» THE DATA:
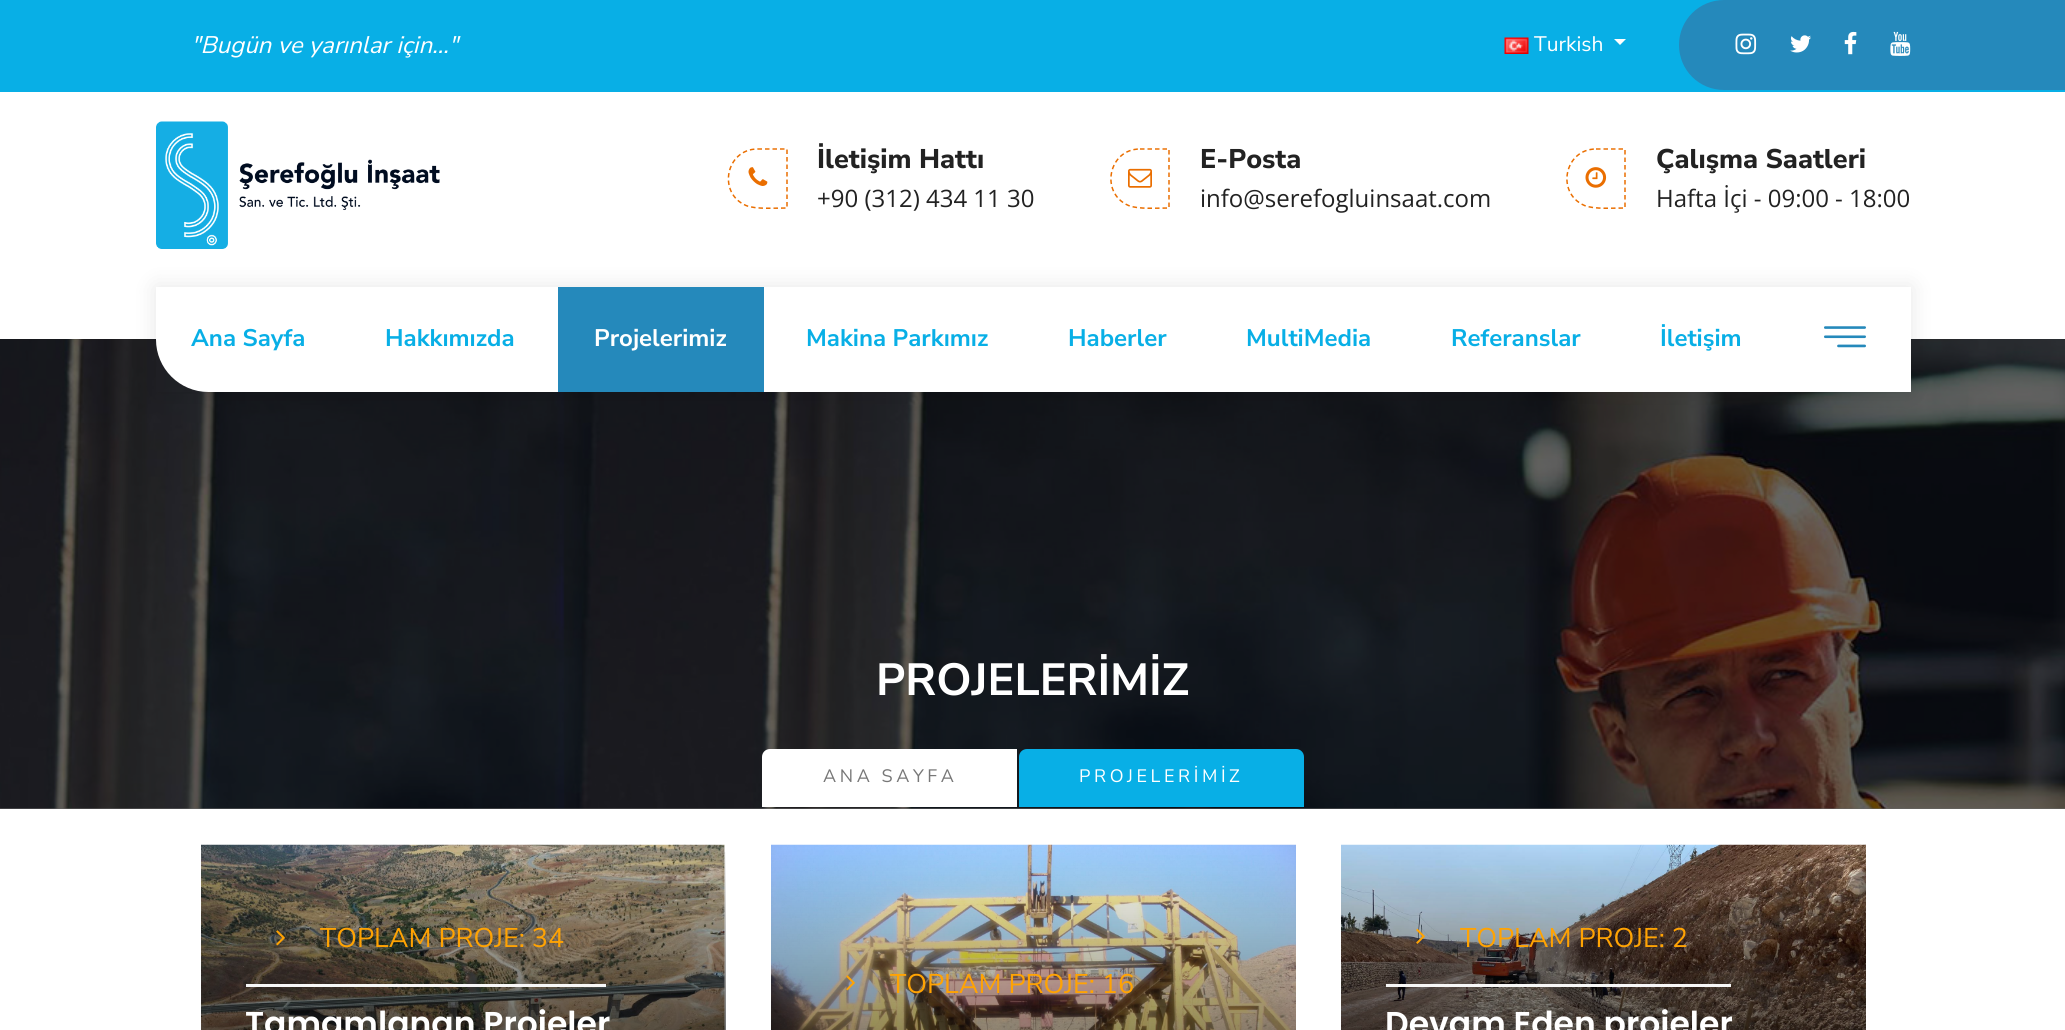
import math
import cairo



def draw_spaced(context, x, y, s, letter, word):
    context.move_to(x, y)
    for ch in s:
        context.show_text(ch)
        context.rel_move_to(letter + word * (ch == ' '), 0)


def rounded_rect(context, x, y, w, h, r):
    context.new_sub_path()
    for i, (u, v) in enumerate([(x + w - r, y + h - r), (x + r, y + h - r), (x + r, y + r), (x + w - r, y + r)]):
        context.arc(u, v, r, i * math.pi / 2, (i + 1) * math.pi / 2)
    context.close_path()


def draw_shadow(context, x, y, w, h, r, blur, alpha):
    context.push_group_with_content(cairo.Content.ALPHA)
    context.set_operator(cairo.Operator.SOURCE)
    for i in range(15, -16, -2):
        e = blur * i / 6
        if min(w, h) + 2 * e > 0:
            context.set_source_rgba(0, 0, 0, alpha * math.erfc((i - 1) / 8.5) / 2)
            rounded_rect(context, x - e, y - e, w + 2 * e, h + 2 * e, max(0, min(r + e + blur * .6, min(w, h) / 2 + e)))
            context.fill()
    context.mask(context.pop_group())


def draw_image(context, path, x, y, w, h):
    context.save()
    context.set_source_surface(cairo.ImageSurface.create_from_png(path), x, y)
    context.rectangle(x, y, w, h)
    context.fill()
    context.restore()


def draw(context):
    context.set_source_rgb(1, 1, 1)
    context.paint()
    context.set_source_rgb(102 / 255, 102 / 255, 102 / 255)
    context.rectangle(0, 808, 2065, 1)
    context.fill()
    context.set_source_rgb(8 / 255, 175 / 255, 230 / 255)
    context.rectangle(0, 0, 2065, 92)
    context.fill()
    draw_image(context, "images/1.png", 1504, 37, 25, 17)
    context.set_source_rgb(1, 1, 1)
    context.new_path()
    context.move_to(1614, 39)
    context.line_to(1626, 39)
    context.line_to(1620, 45)
    context.close_path()
    context.fill()
    context.set_source_rgb(37 / 255, 137 / 255, 187 / 255)
    context.new_path()
    context.move_to(1724, 0)
    context.line_to(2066, 0)
    context.line_to(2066, 90)
    context.line_to(1724, 90)
    context.curve_to(1699, 90, 1679, 70, 1679, 45)
    context.curve_to(1679, 20, 1699, 0, 1724, 0)
    context.close_path()
    context.fill()
    draw_image(context, "images/2.png", 1735, 33, 22, 22)
    draw_image(context, "images/3.png", 1790, 35, 21, 18)
    draw_image(context, "images/4.png", 1844, 31, 13, 24)
    draw_image(context, "images/5.png", 1890, 31, 21, 25)
    draw_image(context, "images/6.png", 156, 121, 284, 128)
    context.new_path()
    context.move_to(757.5, 149)
    context.line_to(787, 149)
    context.line_to(787, 208)
    context.curve_to(776, 208, 755.5, 209.5, 746, 205.5)
    context.curve_to(717, 193, 726, 149, 757.5, 149)
    context.close_path()
    context.set_source_rgb(234 / 255, 110 / 255, 0)
    context.set_line_width(1.5)
    context.set_dash([4.5, 3])
    context.stroke()
    draw_image(context, "images/7.png", 748, 167, 20, 19)
    context.new_path()
    context.move_to(1140, 149)
    context.line_to(1169, 149)
    context.line_to(1169, 208)
    context.curve_to(1158.5, 208, 1138, 209.5, 1128.5, 205.5)
    context.curve_to(1099.5, 193, 1108.5, 149, 1140, 149)
    context.close_path()
    context.stroke()
    draw_image(context, "images/8.png", 1128, 168, 24, 20)
    context.new_path()
    context.move_to(1596, 149)
    context.line_to(1625, 149)
    context.line_to(1625, 208)
    context.curve_to(1614.5, 208, 1594, 209.5, 1584.5, 205.5)
    context.curve_to(1555.5, 193, 1564.5, 149, 1596, 149)
    context.close_path()
    context.stroke()
    draw_image(context, "images/9.png", 1585, 167, 22, 21)
    draw_image(context, "images/11.png", 0, 339, 2065, 470)
    context.save()
    context.set_fill_rule(cairo.FillRule.EVEN_ODD)
    context.new_path()
    context.move_to(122, 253)
    context.line_to(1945, 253)
    context.line_to(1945, 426)
    context.line_to(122, 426)
    context.close_path()
    context.move_to(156, 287)
    context.line_to(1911, 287)
    context.line_to(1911, 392)
    context.line_to(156, 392)
    context.close_path()
    context.clip()
    context.set_source_rgb(0, 0, 0)
    draw_shadow(context, 156, 287, 1755, 105, 0, 11, 0.1)
    context.restore()
    context.set_source_rgb(1, 1, 1)
    context.new_path()
    context.move_to(208.5, 287)
    context.line_to(1911, 287)
    context.line_to(1911, 392)
    context.line_to(208.5, 392)
    context.curve_to(179.5, 392, 156, 368.5, 156, 339.5)
    context.curve_to(156, 310.5, 179.5, 287, 208.5, 287)
    context.close_path()
    context.fill()
    context.set_source_rgb(37 / 255, 137 / 255, 187 / 255)
    context.rectangle(558, 287, 206, 105)
    context.fill()
    draw_image(context, "images/10.png", 1824, 326, 42, 22)
    context.set_source_rgb(1, 1, 1)
    context.new_path()
    context.move_to(770, 749)
    context.line_to(1017, 749)
    context.line_to(1017, 807)
    context.line_to(762, 807)
    context.line_to(762, 757)
    context.curve_to(762, 752.5, 765.5, 749, 770, 749)
    context.close_path()
    context.fill()
    context.set_source_rgb(8 / 255, 175 / 255, 230 / 255)
    context.new_path()
    context.move_to(1027, 749)
    context.line_to(1296, 749)
    context.curve_to(1300.5, 749, 1304, 752.5, 1304, 757)
    context.line_to(1304, 807)
    context.line_to(1019, 807)
    context.line_to(1019, 757)
    context.curve_to(1019, 752.5, 1022.5, 749, 1027, 749)
    context.close_path()
    context.fill()
    draw_image(context, "images/12.png", 201, 844, 524, 186)
    gradient = cairo.LinearGradient(464, 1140, 464, 845)
    gradient.add_color_stop_rgba(0, 0, 0, 0, 0.89)
    gradient.add_color_stop_rgba(1, 0, 0, 0, 0)
    context.set_source(gradient)
    context.rectangle(201, 852, 525, 178)
    context.fill()
    context.set_source_rgb(247 / 255, 247 / 255, 247 / 255)
    context.rectangle(246, 984, 360, 3)
    context.fill()
    draw_image(context, "images/13.png", 276, 930, 9, 16)
    draw_image(context, "images/14.png", 771, 844, 525, 186)
    draw_image(context, "images/15.png", 846, 975, 9, 16)
    draw_image(context, "images/16.png", 1341, 844, 525, 186)
    context.rectangle(1386, 984, 345, 3)
    context.fill()
    draw_image(context, "images/17.png", 1416, 928, 9, 16)
    context.select_font_face("Nunito Sans", cairo.FontSlant.ITALIC)
    context.set_font_size(24)
    context.set_source_rgb(1, 1, 1)
    context.move_to(191, 53)
    context.show_text("\"Bugün ve yarınlar için...\"")
    context.select_font_face("Nunito Sans")
    context.set_font_size(21)
    context.move_to(1534, 51)
    context.show_text("Turkish")
    context.select_font_face("Nunito Sans ExtraBold")
    context.set_font_size(27)
    context.set_source_rgb(34 / 255, 34 / 255, 34 / 255)
    context.move_to(817, 168)
    context.show_text("İletişim Hattı")
    context.select_font_face("Open Sans")
    context.set_font_size(24)
    context.move_to(817, 207)
    context.show_text("+90 (312) 434 11 30")
    context.select_font_face("Nunito Sans ExtraBold")
    context.set_font_size(27)
    context.move_to(1200, 168)
    context.show_text("E-Posta")
    context.select_font_face("Open Sans")
    context.set_font_size(24)
    context.move_to(1200, 207)
    context.show_text("info@serefogluinsaat.com")
    context.select_font_face("Nunito Sans ExtraBold")
    context.set_font_size(27)
    context.move_to(1656, 168)
    context.show_text("Çalışma Saatleri")
    context.select_font_face("Open Sans")
    context.set_font_size(24)
    context.move_to(1656, 207)
    context.show_text("Hafta İçi - 09:00 - 18:00")
    context.select_font_face("Nunito Sans", cairo.FontSlant.NORMAL, cairo.FontWeight.BOLD)
    context.set_source_rgb(8 / 255, 175 / 255, 230 / 255)
    context.move_to(191, 346)
    context.show_text("Ana Sayfa")
    context.move_to(385, 346)
    context.show_text("Hakkımızda")
    context.set_source_rgb(1, 1, 1)
    context.move_to(594, 346)
    context.show_text("Projelerimiz")
    context.set_source_rgb(8 / 255, 175 / 255, 230 / 255)
    context.move_to(806, 346)
    context.show_text("Makina Parkımız")
    context.move_to(1068, 346)
    context.show_text("Haberler")
    context.move_to(1246, 346)
    context.show_text("MultiMedia")
    context.move_to(1451, 346)
    context.show_text("Referanslar")
    context.move_to(1660, 346)
    context.show_text("İletişim")
    context.set_font_size(45)
    context.set_source_rgb(1, 1, 1)
    context.move_to(876, 695)
    context.show_text("PROJELERİMİZ")
    context.select_font_face("Nunito Sans")
    context.set_font_size(18)
    context.set_source_rgb(119 / 255, 119 / 255, 119 / 255)
    draw_spaced(context, 823, 782, "ANA SAYFA", 3.6, 0)
    context.set_source_rgb(1, 1, 1)
    draw_spaced(context, 1079, 782, "PROJELERİMİZ", 3.6, 0)
    context.set_font_size(27)
    context.set_source_rgb(1, 163 / 255, 3 / 255)
    context.move_to(320, 947)
    context.show_text("TOPLAM PROJE: 34")
    context.select_font_face("Poppins SemiBold")
    context.set_font_size(33)
    context.set_source_rgb(1, 1, 1)
    context.move_to(245, 1035)
    context.show_text("Tamamlanan Projeler")
    context.select_font_face("Nunito Sans")
    context.set_font_size(27)
    context.set_source_rgb(1, 163 / 255, 3 / 255)
    context.move_to(890, 993)
    context.show_text("TOPLAM PROJE: 16")
    context.move_to(1460, 947)
    context.show_text("TOPLAM PROJE: 2")
    context.select_font_face("Poppins SemiBold")
    context.set_font_size(33)
    context.set_source_rgb(1, 1, 1)
    context.move_to(1385, 1035)
    context.show_text("Devam Eden projeler")


surface = cairo.ImageSurface(cairo.Format.RGB24, 2065, 1030)
context = cairo.Context(surface)
options = cairo.FontOptions()
options.set_hint_metrics(cairo.HintMetrics.OFF)
options.set_hint_style(cairo.HintStyle.NONE)
context.set_font_options(options)
context.set_miter_limit(4)
draw(context)
surface.write_to_png("out.png")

» INSTRUCTIONS TO FOLLOW: From the listing above, return each line with the word "letter".

» TASK RESPONSE:
def draw_spaced(context, x, y, s, letter, word):
        context.rel_move_to(letter + word * (ch == ' '), 0)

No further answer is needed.